Problem requirements:
List, from the lines below, each one with "stream" in it.

Dataset records:
————
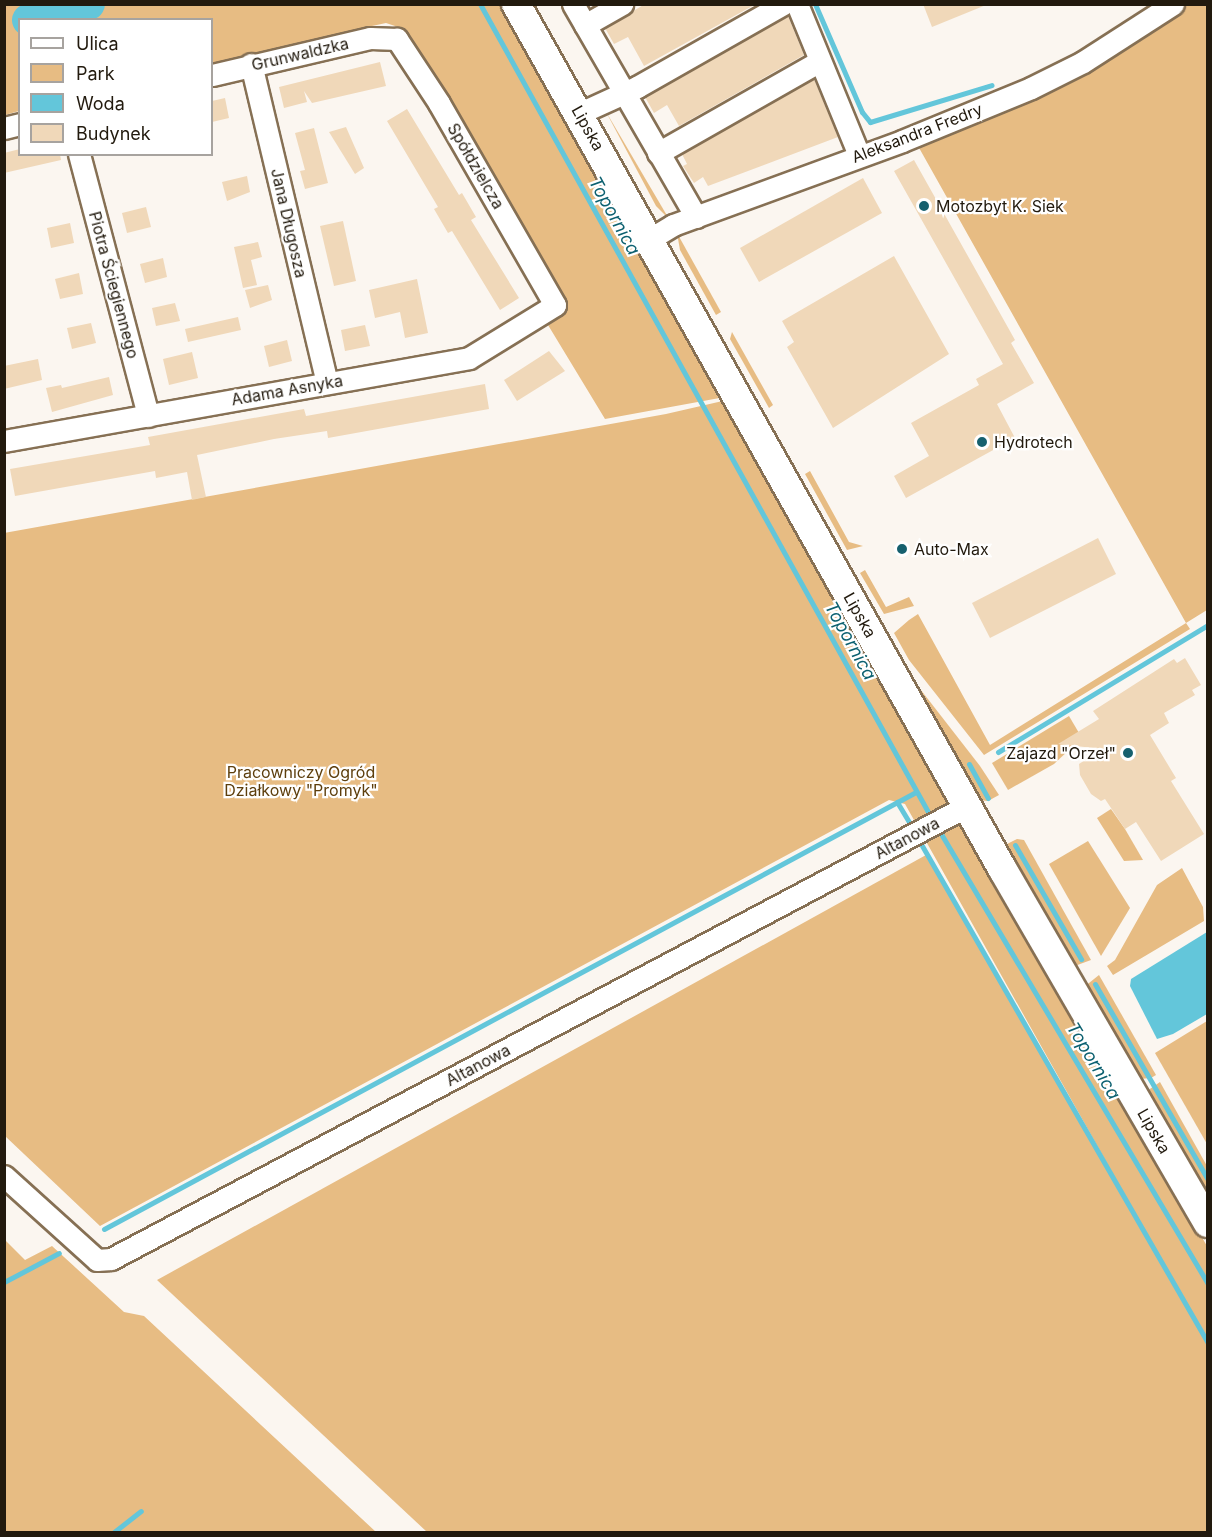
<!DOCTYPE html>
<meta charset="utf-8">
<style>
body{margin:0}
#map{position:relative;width:1212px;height:1537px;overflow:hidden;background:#fbf6f0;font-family:Inter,sans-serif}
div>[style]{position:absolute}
.green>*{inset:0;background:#e7bc83}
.water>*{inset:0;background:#63c6da}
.stream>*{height:5px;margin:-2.5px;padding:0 2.5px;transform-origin:2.5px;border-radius:2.5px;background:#63c6da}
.river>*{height:32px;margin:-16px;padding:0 16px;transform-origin:16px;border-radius:16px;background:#63c6da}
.building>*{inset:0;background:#f0d8b9}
.roads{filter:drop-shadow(2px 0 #867054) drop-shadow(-2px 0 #867054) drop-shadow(0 2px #867054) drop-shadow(0 -2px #867054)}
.minor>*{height:21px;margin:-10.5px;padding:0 10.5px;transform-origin:10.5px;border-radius:10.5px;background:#fff}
.secondary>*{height:28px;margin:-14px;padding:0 14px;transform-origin:14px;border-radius:14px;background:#fff}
.dots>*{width:16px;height:16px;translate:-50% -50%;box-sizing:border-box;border:3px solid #fff;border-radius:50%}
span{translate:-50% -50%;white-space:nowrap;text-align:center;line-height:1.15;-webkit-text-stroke:4.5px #fff;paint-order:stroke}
.street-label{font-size:16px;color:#221a0e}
.poi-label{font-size:16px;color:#221a0e}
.left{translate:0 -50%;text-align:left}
.right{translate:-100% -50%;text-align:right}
.park-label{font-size:16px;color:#5d3e0c}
.water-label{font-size:18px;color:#0d6170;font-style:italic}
.frame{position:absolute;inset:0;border:6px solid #221a0e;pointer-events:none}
.legend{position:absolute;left:18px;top:18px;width:195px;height:138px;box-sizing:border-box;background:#fff;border:2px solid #a7a39f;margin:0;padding:8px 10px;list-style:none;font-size:18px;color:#221a0e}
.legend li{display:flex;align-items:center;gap:12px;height:30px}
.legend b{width:30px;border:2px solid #a7a39f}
</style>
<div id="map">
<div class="green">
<div style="clip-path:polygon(4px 5px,505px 5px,725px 397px,605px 419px,548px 325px,567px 311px,404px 29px,386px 23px,372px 26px,212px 64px,212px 20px,20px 20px,19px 111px,5px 115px)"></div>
<div style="clip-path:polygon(1187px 5px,1207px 5px,1207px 610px,1186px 623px,1190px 629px,984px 755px,909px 660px,894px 633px,909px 620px,918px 614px,990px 745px,1186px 623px,918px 146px,1100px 63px)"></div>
<div style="clip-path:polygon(605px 110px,669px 219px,656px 206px)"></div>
<div style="clip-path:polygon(677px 233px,721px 312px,716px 315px,680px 250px)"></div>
<div style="clip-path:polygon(732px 332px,773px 405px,769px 408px,730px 339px)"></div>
<div style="clip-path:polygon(727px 400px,997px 884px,1207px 1246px,1207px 1341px,905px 804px,889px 800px,100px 1226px,5px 1136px,4px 533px,666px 414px)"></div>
<div style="clip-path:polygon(810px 471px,849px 542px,863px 546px,847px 550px,805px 474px)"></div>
<div style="clip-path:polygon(865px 570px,886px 607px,909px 597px,914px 606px,884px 614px,860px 573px)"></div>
<div style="clip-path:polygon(903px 667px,980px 766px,999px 795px,988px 801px,978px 800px)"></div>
<div style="clip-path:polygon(1069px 716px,1079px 733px,1070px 749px,1054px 764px,1008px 790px,992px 763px)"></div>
<div style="clip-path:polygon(1111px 809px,1125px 829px,1143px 860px,1124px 861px,1097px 818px)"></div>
<div style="clip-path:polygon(1017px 839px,1024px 840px,1091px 960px,1072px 967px,1003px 846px)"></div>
<div style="clip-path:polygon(1088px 841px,1130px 908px,1101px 956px,1049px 864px)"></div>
<div style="clip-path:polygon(926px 855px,1207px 1344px,1207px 1532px,427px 1532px,157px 1280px)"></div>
<div style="clip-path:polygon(1182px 868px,1203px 907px,1204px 921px,1113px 975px,1107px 966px,1115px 960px,1157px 885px)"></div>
<div style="clip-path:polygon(1099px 975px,1156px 1075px,1151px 1078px,1139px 1079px,1084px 987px)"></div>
<div style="clip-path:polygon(1207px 1021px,1207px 1144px,1155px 1053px)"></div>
<div style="clip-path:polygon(1160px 1082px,1207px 1166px,1207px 1200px,1147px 1091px)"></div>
<div style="clip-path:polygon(5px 1240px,25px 1260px,52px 1246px,124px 1312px,144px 1316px,376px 1532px,5px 1532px)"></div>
</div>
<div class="water">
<div style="clip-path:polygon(1207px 932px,1207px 1014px,1173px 1034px,1157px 1039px,1130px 986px,1131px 979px)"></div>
</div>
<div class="stream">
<div style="left:480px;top:4px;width:932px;rotate:60.99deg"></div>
<div style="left:815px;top:4px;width:118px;rotate:66.5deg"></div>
<div style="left:862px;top:112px;width:13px;rotate:51deg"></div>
<div style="left:870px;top:122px;width:127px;rotate:-16.9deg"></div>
<div style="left:998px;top:752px;width:245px;rotate:-31.2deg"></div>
<div style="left:969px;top:764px;width:39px;rotate:61deg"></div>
<div style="left:897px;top:802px;width:31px;rotate:59deg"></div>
<div style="left:937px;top:827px;width:531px;rotate:59.33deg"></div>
<div style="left:917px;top:837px;width:584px;rotate:60.1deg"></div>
<div style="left:1015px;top:845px;width:132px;rotate:59.9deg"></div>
<div style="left:1095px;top:984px;width:226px;rotate:60deg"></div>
<div style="left:104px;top:1229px;width:922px;rotate:-28.29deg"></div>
<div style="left:4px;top:1282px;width:62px;rotate:-27.8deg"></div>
<div style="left:114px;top:1532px;width:34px;rotate:-38deg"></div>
</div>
<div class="river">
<div style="left:28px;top:20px;width:63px;rotate:-14.7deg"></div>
</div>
<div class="building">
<div style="clip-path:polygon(645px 4px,756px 4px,644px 66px,628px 37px,614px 44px,605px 28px)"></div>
<div style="clip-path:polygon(923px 4px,986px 4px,986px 5px,932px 27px)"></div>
<div style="clip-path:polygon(788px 16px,804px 55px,679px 126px,667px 105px,654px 113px,645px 97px)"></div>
<div style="clip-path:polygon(380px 62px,386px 86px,312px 103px,304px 91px,307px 102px,284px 108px,279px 87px)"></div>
<div style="clip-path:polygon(814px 79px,838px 137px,708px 186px,703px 177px,694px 183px,683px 166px,687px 164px,682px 154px)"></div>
<div style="clip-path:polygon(225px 98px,229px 118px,212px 122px,212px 101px)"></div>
<div style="clip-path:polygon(407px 109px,459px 195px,462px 193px,476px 217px,471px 220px,519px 298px,500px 310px,452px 231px,448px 233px,434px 209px,438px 207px,387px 121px)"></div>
<div style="clip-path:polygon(346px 127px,364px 168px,355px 174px,329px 132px)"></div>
<div style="clip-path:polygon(314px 128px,328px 183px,305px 189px,300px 171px,305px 170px,295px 133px)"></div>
<div style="clip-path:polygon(20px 149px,20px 154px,60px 154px,61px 160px,4px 173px,4px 153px)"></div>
<div style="clip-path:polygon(914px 160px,1015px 340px,1011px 343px,1034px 383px,997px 404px,1015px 438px,906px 498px,894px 476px,929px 456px,911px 423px,979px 385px,976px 379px,1003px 364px,894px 171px)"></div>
<div style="clip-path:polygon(247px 176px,250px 192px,227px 201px,222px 182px)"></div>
<div style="clip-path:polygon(863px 178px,882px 213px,759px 282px,740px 248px)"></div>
<div style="clip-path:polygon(146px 207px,151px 227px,127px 233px,122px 213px)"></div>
<div style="clip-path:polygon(343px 221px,356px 281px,334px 286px,320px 226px)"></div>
<div style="clip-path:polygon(70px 223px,74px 243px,51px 248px,47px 228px)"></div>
<div style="clip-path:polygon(258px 242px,262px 257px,251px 260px,257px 285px,243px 288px,234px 247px)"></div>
<div style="clip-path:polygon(894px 256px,949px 354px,833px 428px,787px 347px,794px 342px,782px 321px)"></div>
<div style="clip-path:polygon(163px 258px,167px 277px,145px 283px,140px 264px)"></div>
<div style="clip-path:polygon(79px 273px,83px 294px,60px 299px,55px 279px)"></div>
<div style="clip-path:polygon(417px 279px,428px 333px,405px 338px,400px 312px,375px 318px,369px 290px)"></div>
<div style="clip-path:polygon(268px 285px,272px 300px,250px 308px,245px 290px)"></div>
<div style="clip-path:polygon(175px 303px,180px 321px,156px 326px,152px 308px)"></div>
<div style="clip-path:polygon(238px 317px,241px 330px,188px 342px,185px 329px)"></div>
<div style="clip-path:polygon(91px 323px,96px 343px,72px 349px,67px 328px)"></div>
<div style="clip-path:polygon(365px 325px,370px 346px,345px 351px,341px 330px)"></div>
<div style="clip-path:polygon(287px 340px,292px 361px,269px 367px,264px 346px)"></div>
<div style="clip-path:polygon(549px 351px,565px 371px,517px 401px,504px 380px)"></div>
<div style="clip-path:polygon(192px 352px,198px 378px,169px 385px,163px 359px)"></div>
<div style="clip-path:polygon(38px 359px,42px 380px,4px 389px,4px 366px)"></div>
<div style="clip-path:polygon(109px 377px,113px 395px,52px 412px,46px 388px,61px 385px,62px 388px)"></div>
<div style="clip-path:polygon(485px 384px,489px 409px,328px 438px,327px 431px,274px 439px,197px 455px,206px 497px,192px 500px,187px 472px,156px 478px,155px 471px,15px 496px,10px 469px,150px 445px,148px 437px,304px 409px,306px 416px)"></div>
<div style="clip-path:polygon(1098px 538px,1116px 574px,990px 638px,972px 603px)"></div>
<div style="clip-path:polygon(1185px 658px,1201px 685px,1192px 690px,1195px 695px,1164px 713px,1169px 723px,1150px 735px,1176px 778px,1171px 781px,1204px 834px,1161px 861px,1136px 822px,1125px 829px,1105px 799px,1101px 801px,1091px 794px,1080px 775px,1079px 764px,1102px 749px,1058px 744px,1099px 719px,1093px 711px,1174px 659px,1177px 663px)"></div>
</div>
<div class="roads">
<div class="minor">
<div style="left:573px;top:4px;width:246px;rotate:60deg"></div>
<div style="left:797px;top:4px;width:163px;rotate:67.7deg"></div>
<div style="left:585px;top:25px;width:43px;rotate:-29.6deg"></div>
<div style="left:251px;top:64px;width:327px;rotate:76.6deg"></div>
<div style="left:580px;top:113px;width:63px;rotate:-24.5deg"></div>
<div style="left:637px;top:87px;width:168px;rotate:-29.6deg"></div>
<div style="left:4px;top:128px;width:16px;rotate:-14deg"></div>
<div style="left:658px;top:153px;width:186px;rotate:-29.6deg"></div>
<div style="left:79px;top:154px;width:271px;rotate:75.2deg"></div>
<div style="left:650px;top:239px;width:27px;rotate:-31deg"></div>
<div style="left:673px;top:225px;width:244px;rotate:-20.1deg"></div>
<div style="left:902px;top:141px;width:139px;rotate:-22.3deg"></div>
<div style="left:1031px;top:88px;width:58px;rotate:-26.6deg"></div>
<div style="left:1083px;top:62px;width:107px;rotate:-32.8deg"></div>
<div style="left:4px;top:441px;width:472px;rotate:-10.1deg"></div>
<div style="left:469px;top:358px;width:101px;rotate:-31.6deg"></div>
<div style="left:555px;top:305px;width:233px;rotate:-119.9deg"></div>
<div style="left:439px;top:103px;width:77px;rotate:-123.3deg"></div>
<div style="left:397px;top:39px;width:27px;rotate:-178deg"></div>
<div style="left:370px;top:38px;width:162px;rotate:166.8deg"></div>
<div style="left:4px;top:1176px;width:125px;rotate:42.1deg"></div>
<div style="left:97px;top:1260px;width:14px;rotate:-4deg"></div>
<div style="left:111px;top:1259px;width:968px;rotate:-27.89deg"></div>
</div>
<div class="secondary">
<div style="left:516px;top:4px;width:994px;rotate:60.65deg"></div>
<div style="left:1003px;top:870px;width:408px;rotate:59.9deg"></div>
</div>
</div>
<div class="dots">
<div style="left:924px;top:206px;background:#16606e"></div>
<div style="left:982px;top:442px;background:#16606e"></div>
<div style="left:902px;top:549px;background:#16606e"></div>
<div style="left:1128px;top:753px;background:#16606e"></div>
</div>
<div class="street-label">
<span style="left:300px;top:54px;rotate:-13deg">Grunwaldzka</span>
<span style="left:588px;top:128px;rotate:61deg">Lipska</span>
<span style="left:917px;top:133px;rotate:-21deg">Aleksandra Fredry</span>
<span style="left:476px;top:166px;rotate:60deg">Spółdzielcza</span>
<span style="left:289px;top:223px;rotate:77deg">Jana Długosza</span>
<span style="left:114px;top:285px;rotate:75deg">Piotra Ściegiennego</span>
<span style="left:287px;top:390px;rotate:-10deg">Adama Asnyka</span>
<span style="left:860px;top:615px;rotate:61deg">Lipska</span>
<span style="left:907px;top:838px;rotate:-28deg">Altanowa</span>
<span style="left:478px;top:1065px;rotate:-28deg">Altanowa</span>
<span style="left:1154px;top:1131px;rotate:60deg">Lipska</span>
</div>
<div class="poi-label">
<span class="left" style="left:936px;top:206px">Motozbyt K. Siek</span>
<span class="left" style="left:994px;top:442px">Hydrotech</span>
<span class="left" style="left:914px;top:549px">Auto-Max</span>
<span class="right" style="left:1116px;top:753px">Zajazd "Orzeł"</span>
</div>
<div class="park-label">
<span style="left:301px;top:781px">Pracowniczy Ogród<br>Działkowy "Promyk"</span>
</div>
<div class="water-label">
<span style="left:614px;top:216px;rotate:61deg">Topornica</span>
<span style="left:850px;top:641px;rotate:61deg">Topornica</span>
<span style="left:1093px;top:1061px;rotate:59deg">Topornica</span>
</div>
<div class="frame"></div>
<ul class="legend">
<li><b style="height:8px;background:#fff"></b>Ulica</li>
<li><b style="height:16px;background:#e7bc83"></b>Park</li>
<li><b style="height:16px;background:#63c6da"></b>Woda</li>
<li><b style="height:16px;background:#f0d8b9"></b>Budynek</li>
</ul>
</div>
————
Your solution:
.stream>*{height:5px;margin:-2.5px;padding:0 2.5px;transform-origin:2.5px;border-radius:2.5px;background:#63c6da}
<div class="stream">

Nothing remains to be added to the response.